I can’t be sure that this state of mind, is not of my own design
I wish there was an over the counter test, for loneliness.
As Pastor John [Mayer] so adequately put it. Something’s missing, and I don’t know how to fix it. In fact let’s back up a bit: Something’s missing, and I’m not quite sure what it is. It can all be pinpointed, however, to this book:
I purchased this book at LifeWay extremely by happenstance. (I blame Tim Tebow. Had I not seen his picture outside of the store, I wouldn’t have thrown the car into park and run in to pick up his book and look around, but I digress.) I needed some new reading material and the book look interesting, so I grabbed it.
The next day, my dad and I are talking about how he’s gonna bounce back from his sickness, so he could be around for me and my brother for a long time, and for “whenever I decide to give [him] grandkids.” I stress that the whole grandkids ordeal is still a ways away, and that I kinda need a husband first so kindly pump the breaks. A while later, I’m talking to an Aunt who talks to me about my career choices and how if I want to have children I need to do so soon because, “that clock is ticking.”
I wanted to slam my head against the wall.
I have just gotten over this overwhelming need for companionship, and all of a sudden those feelings of want start encroaching again. It’s not that I’ve ever lost the desire to get married because that’s clearly not the case, but the desire hasn’t been all encompassing. So after coming back home from vacation, I start reading the book and am stunned by all the feelings that are starting to surface.
Starting next week, I’m going to break down a chapter of the book every few days and publically process everthing I’m feeling. I’m sure lots of people can relate and help me sort this stuff out. But now I’m fighting feelings of loneliness (however fleeting they are), anger, and disappointment. I’m more disappointed than anything, and at a variety of factors. I’m disappointed in the culture in which I’ve grown up, that has esteemed marriage as one of the major goals of life that I should attain by such and such date. I’m disappointed in the church for fostering and encouraging these feelings that marriage should happen soon, without really prepping me for how to enjoy my singleness. Or even worse, hold up any interaction I have with a guy into some examination on my feelings for the guy and vice versa and making lame jokes like, “Oh…Alexis is talking to Cortland Finnegan, I see what she’s doin!”

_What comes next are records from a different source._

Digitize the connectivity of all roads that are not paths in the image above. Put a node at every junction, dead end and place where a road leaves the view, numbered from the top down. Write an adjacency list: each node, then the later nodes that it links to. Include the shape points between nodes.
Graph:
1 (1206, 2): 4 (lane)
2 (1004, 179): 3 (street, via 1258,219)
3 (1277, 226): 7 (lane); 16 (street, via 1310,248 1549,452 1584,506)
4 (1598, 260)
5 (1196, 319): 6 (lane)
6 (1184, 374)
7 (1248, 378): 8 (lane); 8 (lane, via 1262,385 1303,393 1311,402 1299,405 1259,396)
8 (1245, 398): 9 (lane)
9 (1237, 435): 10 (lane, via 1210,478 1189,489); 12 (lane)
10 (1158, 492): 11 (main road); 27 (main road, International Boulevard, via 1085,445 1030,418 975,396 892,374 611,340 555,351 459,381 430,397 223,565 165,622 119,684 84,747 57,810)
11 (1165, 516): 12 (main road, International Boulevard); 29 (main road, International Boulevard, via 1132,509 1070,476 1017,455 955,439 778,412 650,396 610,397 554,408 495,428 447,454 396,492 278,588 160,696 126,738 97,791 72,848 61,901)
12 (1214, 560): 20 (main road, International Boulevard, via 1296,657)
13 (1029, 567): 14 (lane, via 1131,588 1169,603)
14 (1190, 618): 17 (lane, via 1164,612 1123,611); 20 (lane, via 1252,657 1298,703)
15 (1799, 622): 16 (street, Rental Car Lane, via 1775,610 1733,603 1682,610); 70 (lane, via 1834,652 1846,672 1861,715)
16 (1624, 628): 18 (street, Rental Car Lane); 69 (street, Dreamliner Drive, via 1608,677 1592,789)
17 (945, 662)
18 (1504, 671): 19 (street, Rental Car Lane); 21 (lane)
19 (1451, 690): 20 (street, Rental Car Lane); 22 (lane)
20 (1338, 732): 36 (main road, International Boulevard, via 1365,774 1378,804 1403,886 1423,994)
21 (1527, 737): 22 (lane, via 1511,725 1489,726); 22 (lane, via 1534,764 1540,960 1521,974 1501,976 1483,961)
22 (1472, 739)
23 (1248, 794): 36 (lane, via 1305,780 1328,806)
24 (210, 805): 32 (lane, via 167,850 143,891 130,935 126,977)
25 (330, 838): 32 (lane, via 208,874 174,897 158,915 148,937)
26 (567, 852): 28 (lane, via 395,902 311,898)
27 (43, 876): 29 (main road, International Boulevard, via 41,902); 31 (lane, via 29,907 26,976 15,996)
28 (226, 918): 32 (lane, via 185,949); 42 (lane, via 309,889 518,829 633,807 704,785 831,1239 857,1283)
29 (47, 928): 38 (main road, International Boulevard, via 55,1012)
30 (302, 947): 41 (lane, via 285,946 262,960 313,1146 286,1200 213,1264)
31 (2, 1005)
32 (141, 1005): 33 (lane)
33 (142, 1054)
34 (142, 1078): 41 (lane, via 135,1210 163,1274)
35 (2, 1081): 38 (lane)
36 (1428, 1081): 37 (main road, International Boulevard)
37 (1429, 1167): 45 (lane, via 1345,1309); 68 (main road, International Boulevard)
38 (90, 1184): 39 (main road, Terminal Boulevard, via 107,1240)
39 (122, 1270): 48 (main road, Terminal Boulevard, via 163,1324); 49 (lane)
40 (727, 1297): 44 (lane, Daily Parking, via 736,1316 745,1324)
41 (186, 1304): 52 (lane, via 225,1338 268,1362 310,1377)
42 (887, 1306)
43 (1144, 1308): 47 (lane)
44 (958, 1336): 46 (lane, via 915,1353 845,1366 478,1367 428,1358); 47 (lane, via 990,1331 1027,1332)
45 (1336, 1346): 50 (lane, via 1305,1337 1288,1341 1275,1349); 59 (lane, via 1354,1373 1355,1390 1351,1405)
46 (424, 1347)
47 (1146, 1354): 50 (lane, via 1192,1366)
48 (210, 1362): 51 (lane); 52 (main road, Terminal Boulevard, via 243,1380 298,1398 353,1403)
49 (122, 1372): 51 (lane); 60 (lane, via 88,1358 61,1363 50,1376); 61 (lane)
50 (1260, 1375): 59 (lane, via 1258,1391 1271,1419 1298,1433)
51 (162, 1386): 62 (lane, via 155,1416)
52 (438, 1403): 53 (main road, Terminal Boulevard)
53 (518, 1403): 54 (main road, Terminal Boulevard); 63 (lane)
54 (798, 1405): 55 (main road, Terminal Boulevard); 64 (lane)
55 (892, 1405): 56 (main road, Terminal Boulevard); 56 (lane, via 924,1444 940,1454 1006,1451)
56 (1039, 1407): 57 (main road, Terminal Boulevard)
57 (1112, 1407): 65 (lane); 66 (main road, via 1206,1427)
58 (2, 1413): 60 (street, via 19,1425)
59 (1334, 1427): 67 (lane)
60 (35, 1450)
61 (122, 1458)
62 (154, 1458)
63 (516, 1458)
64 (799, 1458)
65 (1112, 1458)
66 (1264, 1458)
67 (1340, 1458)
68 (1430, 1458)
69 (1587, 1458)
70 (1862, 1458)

Pause. Time for an aside. I need a new placeholder name for any guy I may or may not be interested in or find attractive. I can’t use Cortland’s name anymore now that he’s married. It’s just too weird. I want to substitute Cortland for my new musical crush Heath McNease, but that seems a tad bit too weird. I need the name of someone crush-worthy who doesn’t know I exist. Idris Elba perhaps? Feel free to kick in some suggestions. K, end aside.
I’m disappointed in my immediate family for not providing a healthy example of what marriage should be. I mean, girls are taught from a young age to desire marriage and motherhood, but when you grow up in a broken home and have nothing to encourage you but cheesy movies, what is it that they’re really being taught to desire?
For now, my feelings are a jumbled chaotic mess that only God Himself can understand. But I’m hoping over time He can help me figure it out to and help me to fix it.
I’m most disappointed in myself for not using enough common sense when I was younger to be more perceptive and realistic with my past relationships. I unwisely bought into popular culture’s idea of how relationships should work and have paid the price. I have given away a lot of time, energy, emotions, money, you name it to dudes who have really left no lasting impact on my life, unless you include the baggage and scar tissue that I’m still dealing with years later. (I have no doubts that I left them with equal amounts of baggage, but the self-flagellation tendencies of mine make me certain that they’ve gotten over it already while I obviously haven’t.) I feel like the foolishness of my past romantic pursuits have left me lacking and off-course.